Escribir dejó de ser suficiente, no bastaba, era apenas una válvula. Un buen día, los sentimientos fermentados cobraron vida propia. Cuando salí del clóset, los líderes de la Iglesia con su ‘conocimiento’ acudieron a salvarme. En medio de esa urgencia por recuperar la ‘gracia de dios’, terminé aislado, con toda la vida embutida en una maletita empacada en el afán del miedo al infierno.
Cuando me di cuenta, estaba llorando solo, en medio de la nada, en un apartado lugar en Virginia, Estados Unidos. Aterricé en una terapia de conversión para homosexuales. Fueron los meses más oscuros de mi vida. No solo porque vivía en un sótano, sino porque sentí que toda la luz que había cultivado en años de misas católicas, de alabanzas dominicales, de lecturas evangélicas, me había abandonado.

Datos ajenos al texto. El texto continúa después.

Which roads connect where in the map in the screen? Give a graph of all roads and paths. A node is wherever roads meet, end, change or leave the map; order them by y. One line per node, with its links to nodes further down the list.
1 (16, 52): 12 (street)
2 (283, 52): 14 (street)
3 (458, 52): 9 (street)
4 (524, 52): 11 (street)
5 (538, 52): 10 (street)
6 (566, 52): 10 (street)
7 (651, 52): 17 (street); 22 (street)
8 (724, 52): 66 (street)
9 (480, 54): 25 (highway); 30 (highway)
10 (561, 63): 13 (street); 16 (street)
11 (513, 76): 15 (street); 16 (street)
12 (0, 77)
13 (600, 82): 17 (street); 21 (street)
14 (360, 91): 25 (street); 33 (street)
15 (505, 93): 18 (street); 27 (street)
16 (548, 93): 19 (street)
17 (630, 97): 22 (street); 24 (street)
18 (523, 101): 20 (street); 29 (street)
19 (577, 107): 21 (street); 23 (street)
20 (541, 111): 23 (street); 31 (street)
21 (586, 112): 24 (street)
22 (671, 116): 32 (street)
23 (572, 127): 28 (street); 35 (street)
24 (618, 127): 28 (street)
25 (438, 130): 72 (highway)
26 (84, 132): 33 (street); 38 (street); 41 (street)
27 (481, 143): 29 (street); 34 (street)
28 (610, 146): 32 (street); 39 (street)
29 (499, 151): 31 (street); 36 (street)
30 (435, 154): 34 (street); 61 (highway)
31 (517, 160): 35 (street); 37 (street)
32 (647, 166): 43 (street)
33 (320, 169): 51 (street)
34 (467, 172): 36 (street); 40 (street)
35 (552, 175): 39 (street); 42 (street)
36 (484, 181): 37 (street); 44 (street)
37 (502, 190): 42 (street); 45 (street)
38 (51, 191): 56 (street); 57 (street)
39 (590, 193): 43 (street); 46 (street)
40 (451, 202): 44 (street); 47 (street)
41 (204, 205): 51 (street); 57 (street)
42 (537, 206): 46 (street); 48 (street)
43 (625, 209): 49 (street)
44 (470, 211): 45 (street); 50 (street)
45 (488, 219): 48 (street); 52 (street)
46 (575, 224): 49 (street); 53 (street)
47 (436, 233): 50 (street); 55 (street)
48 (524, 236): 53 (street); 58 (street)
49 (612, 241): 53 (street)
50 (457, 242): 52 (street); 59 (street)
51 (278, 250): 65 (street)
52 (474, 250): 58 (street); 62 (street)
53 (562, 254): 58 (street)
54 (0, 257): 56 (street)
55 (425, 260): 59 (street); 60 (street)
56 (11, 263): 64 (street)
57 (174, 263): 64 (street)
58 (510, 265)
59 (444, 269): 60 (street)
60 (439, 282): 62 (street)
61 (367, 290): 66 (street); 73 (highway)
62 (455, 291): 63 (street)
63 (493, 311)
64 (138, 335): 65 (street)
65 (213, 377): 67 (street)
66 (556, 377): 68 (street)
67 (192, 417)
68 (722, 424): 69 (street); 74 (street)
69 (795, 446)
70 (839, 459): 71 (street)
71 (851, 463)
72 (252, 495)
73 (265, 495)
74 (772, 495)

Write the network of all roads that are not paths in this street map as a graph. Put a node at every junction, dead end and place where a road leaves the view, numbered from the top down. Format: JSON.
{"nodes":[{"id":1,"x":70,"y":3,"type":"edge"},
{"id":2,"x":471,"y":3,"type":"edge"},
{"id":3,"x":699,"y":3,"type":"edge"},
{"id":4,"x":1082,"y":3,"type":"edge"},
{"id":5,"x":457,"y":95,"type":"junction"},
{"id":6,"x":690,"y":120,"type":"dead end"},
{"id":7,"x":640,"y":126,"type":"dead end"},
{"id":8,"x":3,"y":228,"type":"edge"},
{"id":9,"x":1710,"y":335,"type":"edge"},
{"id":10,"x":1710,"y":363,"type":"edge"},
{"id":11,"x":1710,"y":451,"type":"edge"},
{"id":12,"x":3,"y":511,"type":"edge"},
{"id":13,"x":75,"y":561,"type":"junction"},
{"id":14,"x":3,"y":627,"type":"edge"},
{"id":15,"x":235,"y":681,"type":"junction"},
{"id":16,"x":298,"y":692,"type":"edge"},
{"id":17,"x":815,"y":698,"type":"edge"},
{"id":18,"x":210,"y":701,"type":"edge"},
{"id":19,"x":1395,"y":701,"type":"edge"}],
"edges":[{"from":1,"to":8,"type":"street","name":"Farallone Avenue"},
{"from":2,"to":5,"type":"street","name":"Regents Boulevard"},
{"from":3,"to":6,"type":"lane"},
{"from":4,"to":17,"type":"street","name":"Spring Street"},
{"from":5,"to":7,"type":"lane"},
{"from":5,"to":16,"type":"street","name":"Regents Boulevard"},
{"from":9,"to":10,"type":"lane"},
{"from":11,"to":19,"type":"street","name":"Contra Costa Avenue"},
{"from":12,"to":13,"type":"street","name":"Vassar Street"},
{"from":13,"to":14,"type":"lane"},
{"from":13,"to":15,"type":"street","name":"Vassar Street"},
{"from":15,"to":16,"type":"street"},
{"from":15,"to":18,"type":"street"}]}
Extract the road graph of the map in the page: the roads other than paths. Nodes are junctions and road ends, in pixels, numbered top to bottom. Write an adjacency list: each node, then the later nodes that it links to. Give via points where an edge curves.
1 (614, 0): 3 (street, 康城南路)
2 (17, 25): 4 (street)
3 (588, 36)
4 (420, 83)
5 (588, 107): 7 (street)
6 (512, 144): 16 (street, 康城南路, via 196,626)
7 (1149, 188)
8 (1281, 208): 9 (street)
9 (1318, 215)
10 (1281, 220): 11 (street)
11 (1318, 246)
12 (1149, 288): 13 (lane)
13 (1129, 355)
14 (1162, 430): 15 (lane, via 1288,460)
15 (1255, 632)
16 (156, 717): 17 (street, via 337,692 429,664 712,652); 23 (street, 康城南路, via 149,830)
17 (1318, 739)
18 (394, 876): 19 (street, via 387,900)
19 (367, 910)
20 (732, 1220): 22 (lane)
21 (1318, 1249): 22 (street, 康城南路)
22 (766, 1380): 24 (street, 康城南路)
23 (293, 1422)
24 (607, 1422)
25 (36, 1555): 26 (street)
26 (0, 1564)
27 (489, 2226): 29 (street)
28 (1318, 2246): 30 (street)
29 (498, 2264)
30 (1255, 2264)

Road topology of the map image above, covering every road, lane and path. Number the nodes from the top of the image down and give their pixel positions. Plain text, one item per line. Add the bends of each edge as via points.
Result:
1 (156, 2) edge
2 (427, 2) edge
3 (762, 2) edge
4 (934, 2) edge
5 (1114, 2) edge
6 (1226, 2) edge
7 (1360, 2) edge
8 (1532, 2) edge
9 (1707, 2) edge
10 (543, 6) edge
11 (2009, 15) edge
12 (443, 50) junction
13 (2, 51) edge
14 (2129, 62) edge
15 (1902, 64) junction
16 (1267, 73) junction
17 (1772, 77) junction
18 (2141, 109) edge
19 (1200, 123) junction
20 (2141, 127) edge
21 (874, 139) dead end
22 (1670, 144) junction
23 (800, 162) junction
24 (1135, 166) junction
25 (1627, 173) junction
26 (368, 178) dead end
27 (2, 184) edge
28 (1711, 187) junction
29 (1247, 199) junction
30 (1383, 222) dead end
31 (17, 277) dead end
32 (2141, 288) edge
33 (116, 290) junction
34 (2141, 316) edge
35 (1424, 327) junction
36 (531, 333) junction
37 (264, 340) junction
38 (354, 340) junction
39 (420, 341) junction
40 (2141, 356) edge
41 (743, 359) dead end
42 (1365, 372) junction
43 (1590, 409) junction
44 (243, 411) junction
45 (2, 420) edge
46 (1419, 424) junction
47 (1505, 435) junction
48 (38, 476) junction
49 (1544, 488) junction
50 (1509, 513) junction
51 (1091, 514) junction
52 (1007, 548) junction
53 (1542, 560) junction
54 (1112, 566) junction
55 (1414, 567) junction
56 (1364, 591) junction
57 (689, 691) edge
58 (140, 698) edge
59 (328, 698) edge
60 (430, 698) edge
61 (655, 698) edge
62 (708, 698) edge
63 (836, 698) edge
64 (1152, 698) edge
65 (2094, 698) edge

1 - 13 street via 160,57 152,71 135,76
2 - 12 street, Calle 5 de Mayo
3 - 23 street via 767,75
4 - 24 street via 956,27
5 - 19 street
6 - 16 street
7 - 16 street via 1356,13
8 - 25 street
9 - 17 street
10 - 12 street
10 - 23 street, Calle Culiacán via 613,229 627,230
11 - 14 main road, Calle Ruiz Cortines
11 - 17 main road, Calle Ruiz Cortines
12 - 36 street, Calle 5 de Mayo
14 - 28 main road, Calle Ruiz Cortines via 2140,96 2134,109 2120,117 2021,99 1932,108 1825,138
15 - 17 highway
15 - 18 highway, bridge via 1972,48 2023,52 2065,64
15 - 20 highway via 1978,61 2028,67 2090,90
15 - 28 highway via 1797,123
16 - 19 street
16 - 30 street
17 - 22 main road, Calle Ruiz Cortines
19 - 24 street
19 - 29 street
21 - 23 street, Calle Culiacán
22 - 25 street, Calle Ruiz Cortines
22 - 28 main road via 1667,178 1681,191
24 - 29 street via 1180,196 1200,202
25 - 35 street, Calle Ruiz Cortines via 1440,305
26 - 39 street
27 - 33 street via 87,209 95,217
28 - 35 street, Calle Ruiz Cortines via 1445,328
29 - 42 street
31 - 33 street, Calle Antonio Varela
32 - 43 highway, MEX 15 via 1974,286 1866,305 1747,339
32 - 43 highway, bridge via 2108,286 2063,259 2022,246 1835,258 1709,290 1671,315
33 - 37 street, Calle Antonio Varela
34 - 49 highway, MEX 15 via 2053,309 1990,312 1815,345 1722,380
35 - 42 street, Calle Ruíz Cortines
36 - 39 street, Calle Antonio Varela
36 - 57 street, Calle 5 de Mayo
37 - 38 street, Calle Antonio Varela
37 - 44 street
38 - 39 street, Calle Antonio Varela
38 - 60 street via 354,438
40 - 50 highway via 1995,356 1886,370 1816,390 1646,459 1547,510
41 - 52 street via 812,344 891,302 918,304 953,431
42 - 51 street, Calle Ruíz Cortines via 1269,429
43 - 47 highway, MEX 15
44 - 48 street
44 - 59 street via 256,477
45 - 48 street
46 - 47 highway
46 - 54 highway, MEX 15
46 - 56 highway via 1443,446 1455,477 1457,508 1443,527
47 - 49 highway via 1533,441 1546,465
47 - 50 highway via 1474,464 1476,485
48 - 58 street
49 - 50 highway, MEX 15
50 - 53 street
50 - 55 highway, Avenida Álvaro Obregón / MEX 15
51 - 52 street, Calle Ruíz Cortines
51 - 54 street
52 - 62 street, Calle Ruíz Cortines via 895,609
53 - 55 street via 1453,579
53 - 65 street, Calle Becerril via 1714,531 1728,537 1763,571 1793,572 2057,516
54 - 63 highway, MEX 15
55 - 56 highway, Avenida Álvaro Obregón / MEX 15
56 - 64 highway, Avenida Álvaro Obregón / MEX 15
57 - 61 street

El diagnóstico de los ‘terapeutas’ se dividía en dos. Primero, creían que ser homosexual era un comportamiento compulsivo, adictivo y autodestructivo. Y segundo, que su causa era el demonio que vive dentro de la persona homosexual.
La estrategia para supuestamente curar mi condición mezclaba varias operaciones sobre las tres esferas esenciales de la persona: el cuerpo, la mente y el espíritu. La ‘terapia’ incluía, en efecto, presiones físicas, indignas sesiones para reprogramar la mente, y prácticas supuestamente espirituales para romper la posesión demoníaca que, según ellos, determinaba mis decisiones.
Todo alrededor de esas ‘terapias’ me resultaba doloroso. Especialmente, cuando recordaba que no había nada adictivo ni autodestructivo en mí. Yo pasé toda la universidad sin probar el alcohol o las drogas, siempre fui el conductor elegido. Para mí, lo más cercano a la adicción era comer brownie con helado dos veces a la semana, y lo más autodestructivo que había vivido eran los carritos chocones.
Yo pensé que los empujones en el colegio y el bullying interminable me habían entrenado para soportarlo todo. Pero no fue así. Mi corazón estaba aplastado. Las voces se conjuraban para exorcizarme, el silencio se llenaba siempre con el llanto, y cada mirada me señalaba como si yo fuera un monstruo. Lo único que lo resolvería era dejar de existir. Quería quitarme la vida para que los demás no sufrieran, para liberarme, para que la supuesta abominación desapareciera. Sin luz no valía la pena vivir.
Cualquier persona, independientemente de su identidad de género, en algún momento puede enfrentarse a un vacío espiritual y buscar refugio en las comunidades religiosas. Pero para mí, como parte de la comunidad LGBTIQ+, después de años de discriminación que me forzaron a esconderme y a pensar que mi identidad sexual destruía mi espiritualidad, esa vía religiosa me dejaba como único camino el castigo, el dolor y la negación propia.
Estas ideas podrían llevar a cualquiera a someterse ‘voluntariamente’ a una terapia como esa, o a vivir en un entorno en el que siempre sería el ‘pobre chico enfermo’. Mi familia, a la que amo profundamente, me ayudó a salir de ese lugar y regresar a casa. Hoy muchos de mis familiares practican la fe cristiana y sabemos que el amor divino es superior a las pequeñeces de la mente humana y a la oscuridad de los intereses políticos. Quiero ser totalmente claro.
La mal llamada terapia de conversión es innecesaria, cruel y degradante. No tiene justificación alguna. En todo caso, no es obligatorio acudir a la religión para vivir un camino espiritual. Como dijo Teilhard de Chardin, filósofo jesuita francés, ‘La Espiritualidad es encontrar a Dios en nuestro interior durante toda la vida’.
Yo, por ejemplo, estoy seguro de que soy un ser espiritual en una experiencia humana. La mía, mi experiencia humana, es homosexual. La oscuridad necesita ser total para existir, pero para la luz una chispa basta. Siempre tendré mi luz disponible para ofrecer esa chispa que vence la oscuridad. Estoy orgulloso de mi luz, de nuestra luz divina, de compartirla. Ese es mi verdadero orgullo”.